Nuno Seabra Lopes, no público, coloca uma questão depois de ouvir todas estas intervenções que colocam o cânone em posições tão díspares. Hoje é difícil estabelecer quem é a autoridade. Existe um cânone? Vários? Quem é a autoridade? Eurídice Gomes, moderadora responde que hoje em dia, com o mercado que existe, é difícil estabelecer um cânone e que o melhor talvez seja pensarmos no cânone temporalmente, à distância, e não nos dias de hoje.

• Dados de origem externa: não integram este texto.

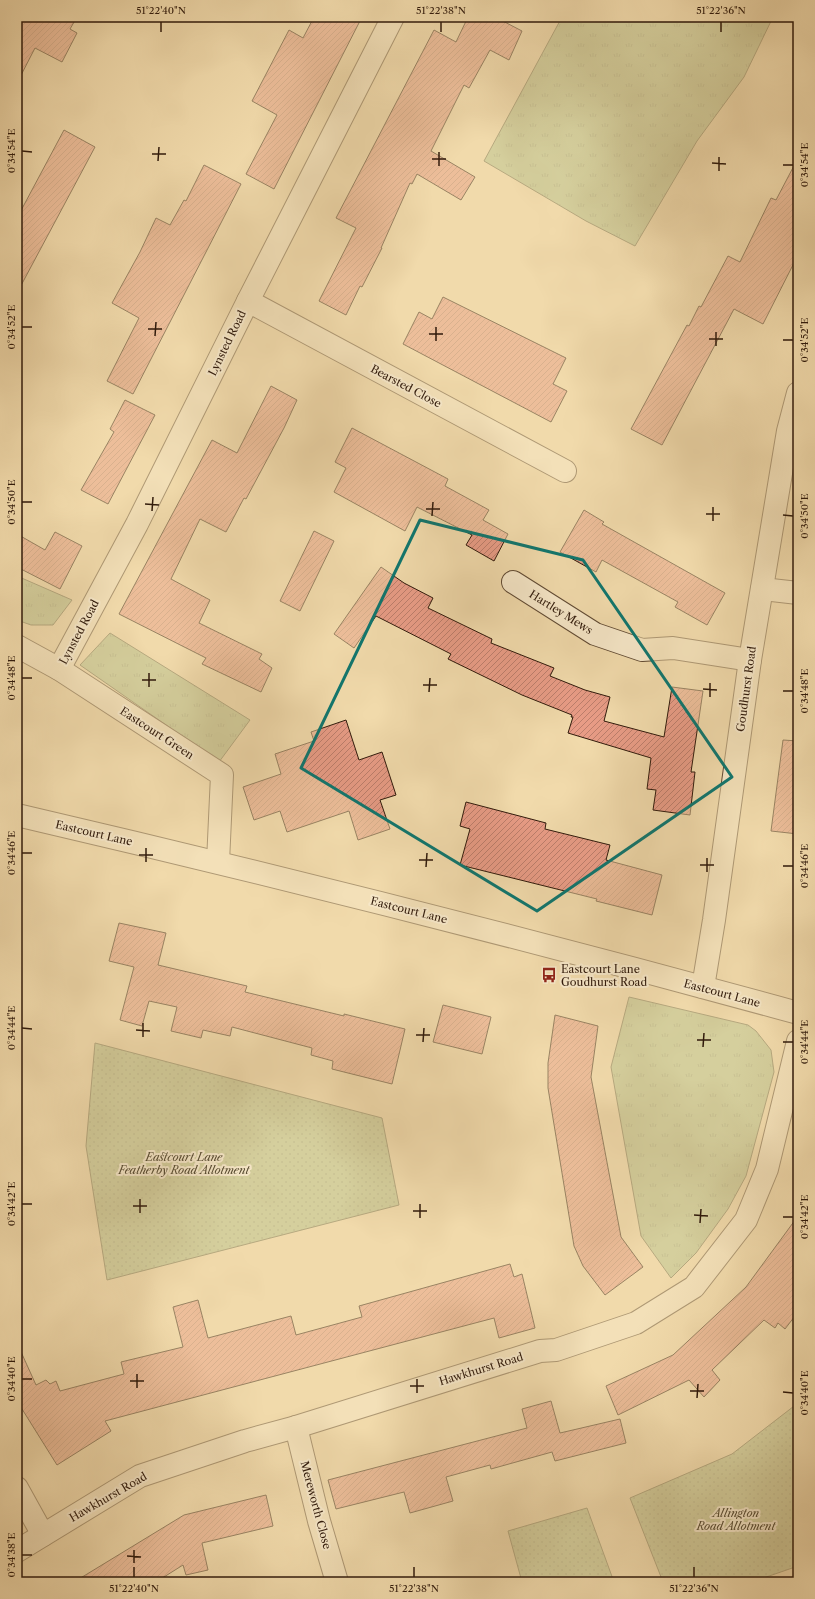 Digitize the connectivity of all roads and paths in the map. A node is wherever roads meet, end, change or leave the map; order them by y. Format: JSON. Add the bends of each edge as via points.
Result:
{"nodes":[{"id":1,"x":393,"y":17,"type":"edge"},
{"id":2,"x":248,"y":301,"type":"junction"},
{"id":3,"x":798,"y":393,"type":"edge"},
{"id":4,"x":564,"y":471,"type":"dead end"},
{"id":5,"x":513,"y":582,"type":"dead end"},
{"id":6,"x":762,"y":590,"type":"junction"},
{"id":7,"x":798,"y":593,"type":"edge"},
{"id":8,"x":17,"y":646,"type":"edge"},
{"id":9,"x":750,"y":660,"type":"junction"},
{"id":10,"x":59,"y":669,"type":"junction"},
{"id":11,"x":17,"y":815,"type":"edge"},
{"id":12,"x":218,"y":862,"type":"junction"},
{"id":13,"x":703,"y":987,"type":"junction"},
{"id":14,"x":798,"y":1013,"type":"edge"},
{"id":15,"x":798,"y":1041,"type":"edge"},
{"id":16,"x":296,"y":1427,"type":"junction"},
{"id":17,"x":17,"y":1488,"type":"edge"},
{"id":18,"x":42,"y":1535,"type":"junction"},
{"id":19,"x":17,"y":1551,"type":"edge"},
{"id":20,"x":337,"y":1582,"type":"edge"}],
"edges":[{"from":1,"to":2,"type":"street","name":"Lynsted Road"},
{"from":2,"to":4,"type":"street","name":"Bearsted Close"},
{"from":2,"to":10,"type":"street","name":"Lynsted Road","via":[[137,524]]},
{"from":3,"to":6,"type":"street","name":"Goudhurst Road","via":[[788,432]]},
{"from":5,"to":9,"type":"street","name":"Hartley Mews","via":[[596,634],[642,650],[673,648]]},
{"from":6,"to":7,"type":"street"},
{"from":6,"to":9,"type":"street","name":"Goudhurst Road"},
{"from":8,"to":10,"type":"street","name":"Eastcourt Green"},
{"from":9,"to":13,"type":"street","name":"Goudhurst Road"},
{"from":10,"to":12,"type":"street","name":"Eastcourt Green","via":[[222,775]]},
{"from":11,"to":12,"type":"street","name":"Eastcourt Lane"},
{"from":12,"to":13,"type":"street","name":"Eastcourt Lane","via":[[440,917]]},
{"from":13,"to":14,"type":"street","name":"Eastcourt Lane"},
{"from":15,"to":16,"type":"street","name":"Hawkhurst Road","via":[[767,1169],[746,1220],[694,1287],[636,1323],[556,1350],[540,1351]]},
{"from":16,"to":18,"type":"street","name":"Hawkhurst Road","via":[[140,1476]]},
{"from":16,"to":20,"type":"street","name":"Mereworth Close"},
{"from":17,"to":18,"type":"street"},
{"from":18,"to":19,"type":"street","name":"Hawkhurst Road"}]}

Juva Batella defende que não existe uma única autoridade, que o cânone é definido por todos os que hoje em dia falam dele, inclusive nós no tanque do Chapitô. Acrescenta ainda que para entrar no cânone temos de lutar com ele de igual para igual, como Borges fez. Luís Ricardo Duarte defende que deveria ser a Universidade, como foi em tempos, a definir o cânone. No entanto admite que hoje essa canonização está mais díspar. Aníbal Fernandes, tradutor, cria um cânone próprio na selecção de obras a traduzir e estabelece o cânone para aqueles que o admiram e respeitam as suas escolhas. No entanto defende ainda que os livros fazem um caminho que nem sempre depende totalmente da sua autonomia e qualidade. A literatura islandesa não está mais divulgada pela dificuldade da língua.

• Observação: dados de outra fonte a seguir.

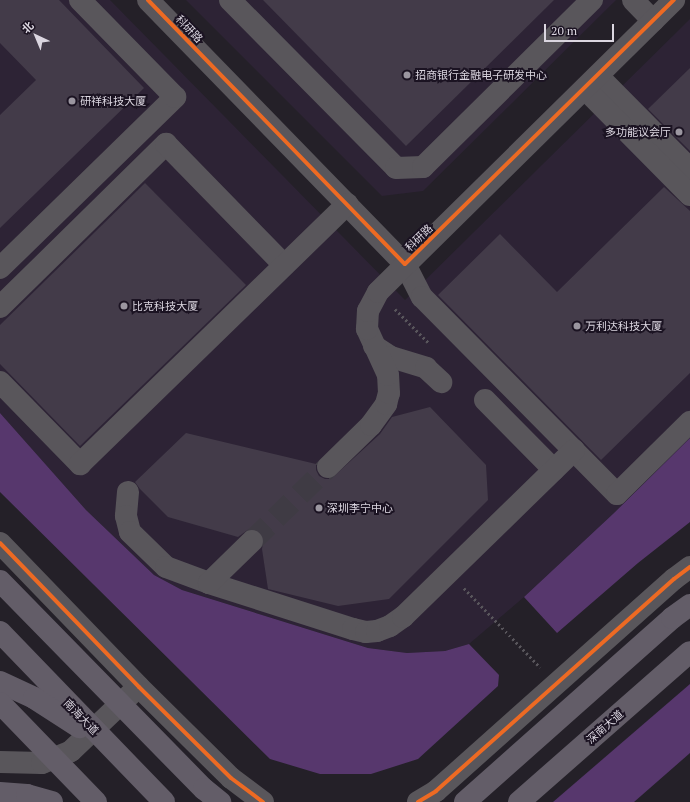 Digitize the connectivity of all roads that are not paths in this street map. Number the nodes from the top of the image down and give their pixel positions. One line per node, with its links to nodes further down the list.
1 (80, 0): 14 (street)
2 (148, 0): 11 (street, 科研路)
3 (230, 0): 4 (street)
4 (592, 0)
5 (633, 0): 7 (street)
6 (674, 0): 7 (street, 科研路)
7 (653, 21): 8 (street, 科研路)
8 (591, 82): 9 (street); 10 (street); 12 (street, 科研路)
9 (690, 169)
10 (690, 195)
11 (347, 204): 12 (street, 科研路); 13 (street)
12 (405, 264): 16 (street); 21 (street)
13 (284, 265): 15 (street); 17 (street)
14 (0, 268)
15 (0, 307)
16 (374, 346): 18 (street); 22 (street)
17 (0, 382)
18 (441, 382)
19 (485, 400): 23 (street)
20 (690, 422): 21 (street)
21 (574, 450): 23 (street)
22 (328, 467)
23 (554, 470): 29 (street)
24 (128, 492): 29 (street)
25 (252, 541): 29 (street)
26 (0, 543): 34 (street)
27 (690, 567): 44 (street)
28 (0, 581): 42 (main road)
29 (209, 583)
30 (690, 605): 45 (main road)
31 (0, 632): 36 (main road, 南海大道)
32 (690, 652): 46 (main road, 深南大道)
33 (0, 682): 36 (main road)
34 (139, 687): 37 (street); 43 (street)
35 (0, 703): 40 (main road)
36 (110, 748): 41 (main road, 南海大道)
37 (0, 762)
38 (0, 793): 39 (main road)
39 (52, 802)
40 (96, 802)
41 (164, 802)
42 (220, 802)
43 (263, 802)
44 (418, 802)
45 (465, 802)
46 (519, 802)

A sessão terminou com chave de ouro quando Andreia Moreira pede aos cinco do tanque que lhe sugiram um livro do seu cânone. Luís Ricardo Duarte sugeriu a Odisseia ou a Ilíada e O Deserto dos Tártaros de Dino Buzzatti. Maria do Rosário Pedreira sugere as Obras Completas de Yeats. Eurídice Gomes sugere Aventuras de João Sem Medo de José Gomes Ferreira. Miguel Real a Viagem à Índia de Gonçalo M. Tavares. Juva Batella diz que até podia sugerir livros do Sr. Guilherme mas que não o vai fazer e fala do Sargento Getúlio do escritor brasileiro João Ubaldo Ribeiro e a Ovelha Negra e Outras Fábulas de Augusto Monterroso.

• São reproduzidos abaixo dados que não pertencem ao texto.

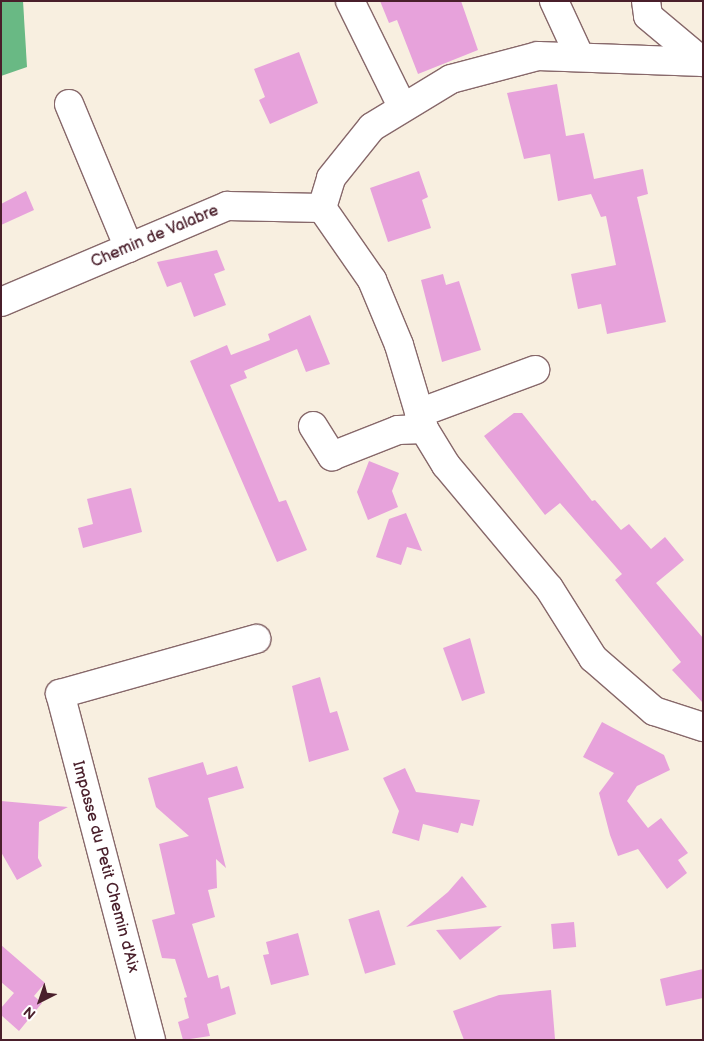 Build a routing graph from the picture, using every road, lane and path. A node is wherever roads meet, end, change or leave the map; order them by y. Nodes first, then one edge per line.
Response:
1 (350, 1) edge
2 (554, 1) edge
3 (646, 1) edge
4 (579, 56) junction
5 (703, 62) edge
6 (69, 104) dead end
7 (402, 106) junction
8 (322, 208) junction
9 (130, 248) junction
10 (1, 302) edge
11 (535, 370) dead end
12 (422, 421) junction
13 (313, 426) dead end
14 (256, 639) dead end
15 (703, 727) edge
16 (151, 1040) edge

1 - 7 street
2 - 4 street
3 - 5 street
4 - 5 street
4 - 7 street
6 - 9 street
7 - 8 street
8 - 9 street, Chemin de Valabre
8 - 12 street
9 - 10 street, Chemin de Valabre
11 - 12 street
12 - 13 street
12 - 15 street
14 - 16 street, Impasse du Petit Chemin d'Aix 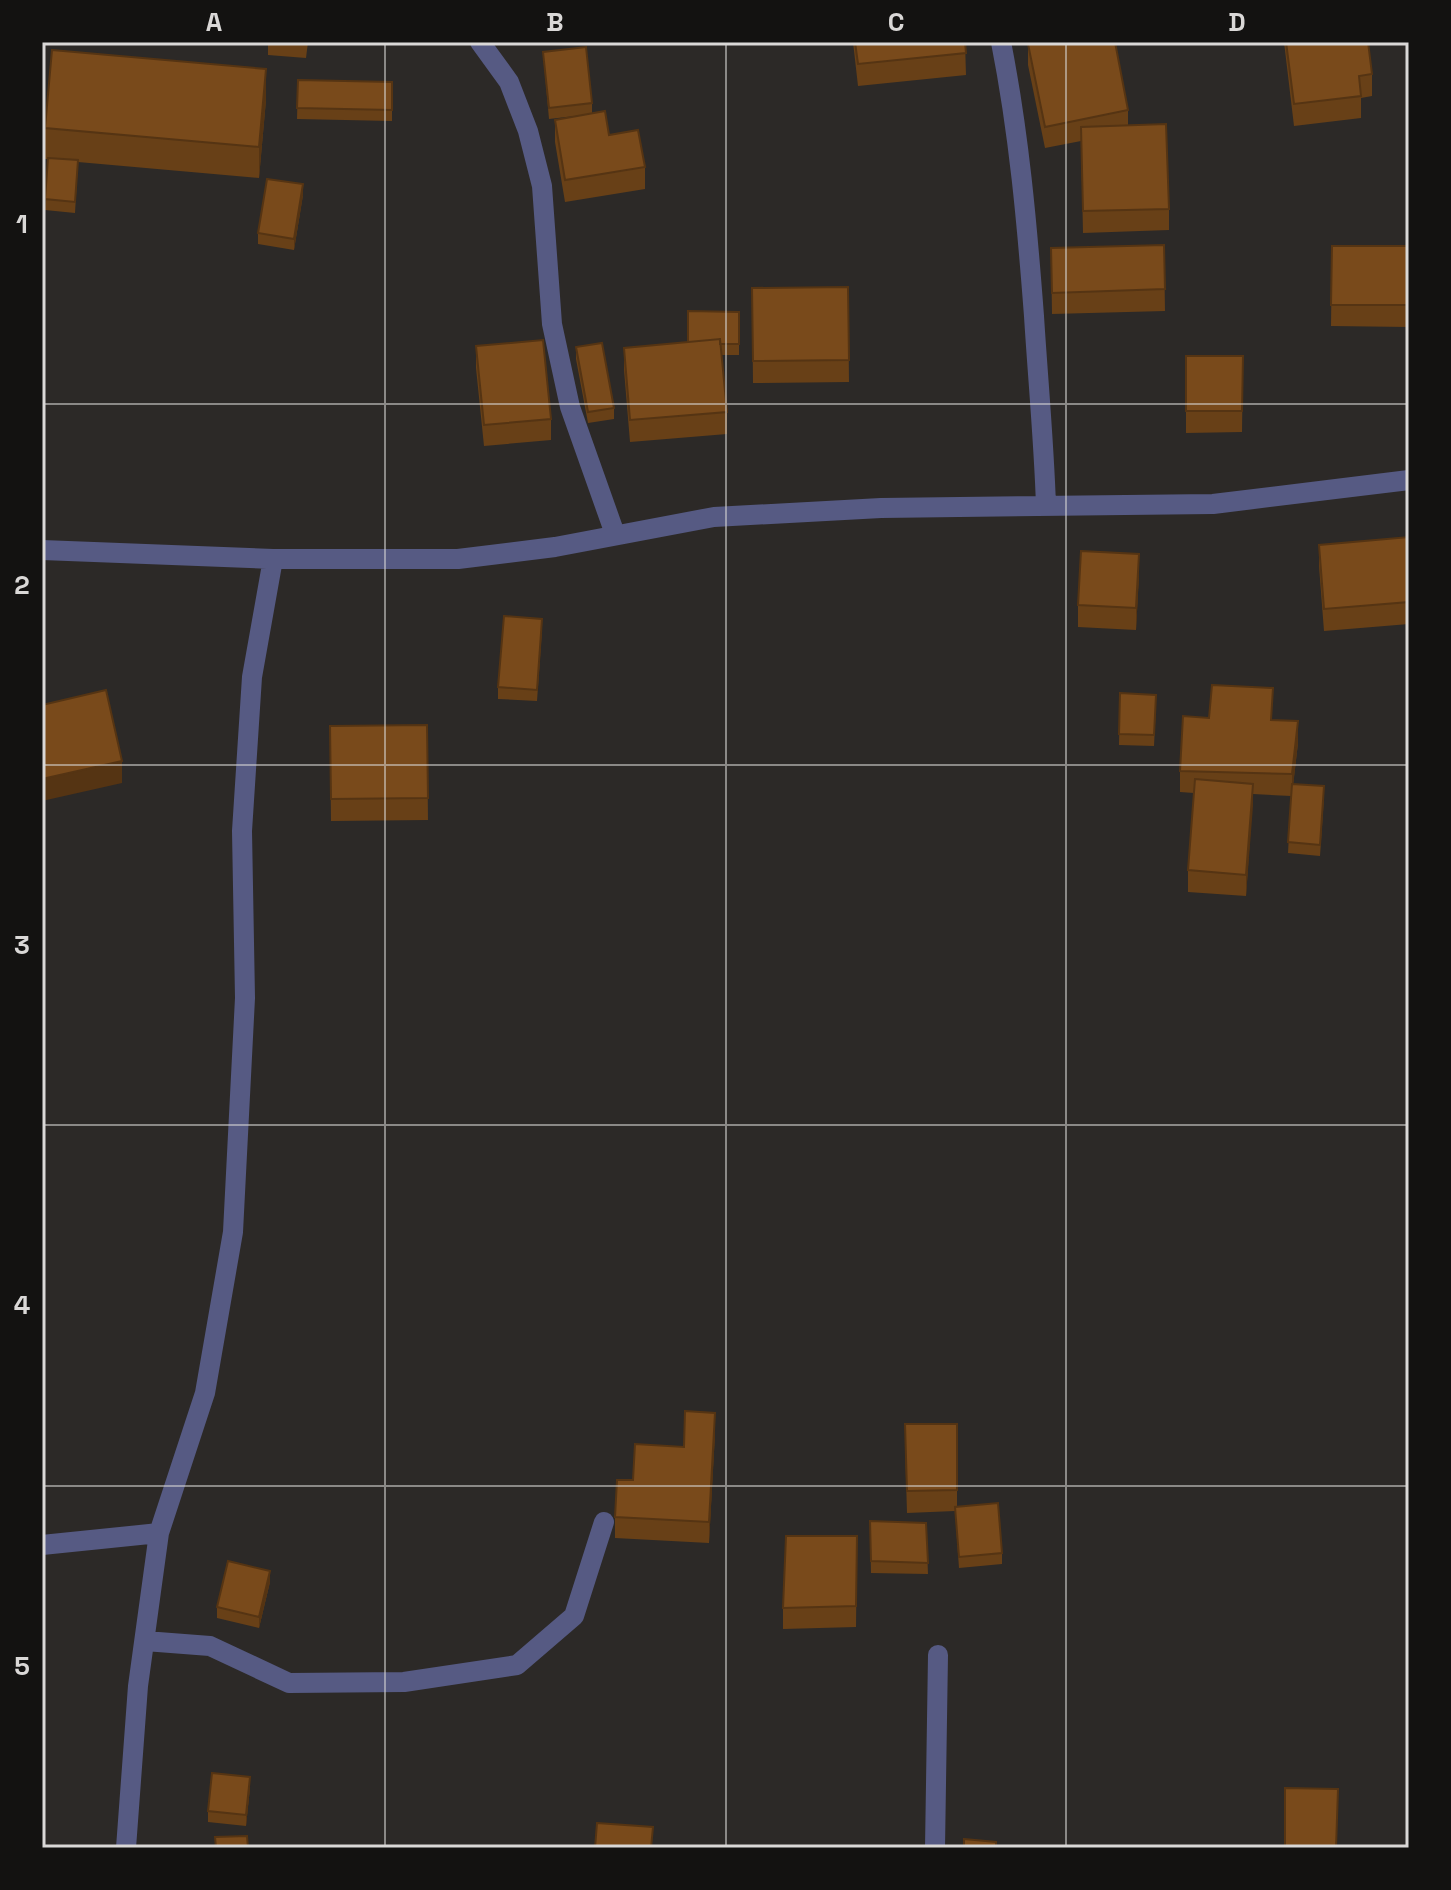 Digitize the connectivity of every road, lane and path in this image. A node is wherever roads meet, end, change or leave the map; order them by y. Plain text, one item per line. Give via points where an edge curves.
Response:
1 (480, 42) edge
2 (1001, 42) edge
3 (1409, 480) edge
4 (1046, 506) junction
5 (615, 534) junction
6 (42, 550) edge
7 (273, 559) junction
8 (604, 1522) dead end
9 (159, 1533) junction
10 (42, 1545) edge
11 (145, 1641) junction
12 (938, 1655) dead end
13 (126, 1848) edge
14 (935, 1848) edge

1 - 5 street via 509,82 528,131 542,186 552,324 570,407
2 - 4 street via 1027,222
3 - 4 street via 1213,504
4 - 5 street via 714,517
5 - 7 street via 458,559
6 - 7 street
7 - 9 street via 252,677 242,831 245,998 233,1232 205,1393
8 - 11 street via 574,1616 517,1665 404,1682 289,1683 210,1646
9 - 10 street
9 - 11 street
11 - 13 street
12 - 14 street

Foi uma noite boa. Descobrimos que a questão é mesmo a referida no início: o que é para cada um o cânone. Quando é que podemos falar de cânone. O cânone é nosso? É instituído por quem?
Como em qualquer boa sessão, não chegámos a nenhuma conclusão, ficámos só a saber mais.
Um bem haja ao Chapitô, mais um. Um bem haja ao  público presente. E um maior bem haja aos nossos queridos convidados que tanto nos fizeram discordar e pensar. É esse o caminho do Para Acabar de Vez com a Leitura.

1 comentário:

argumentonio disse...

yupiiiiiiiiiiiiiiii...!!!

obrigado, tanto ;_)))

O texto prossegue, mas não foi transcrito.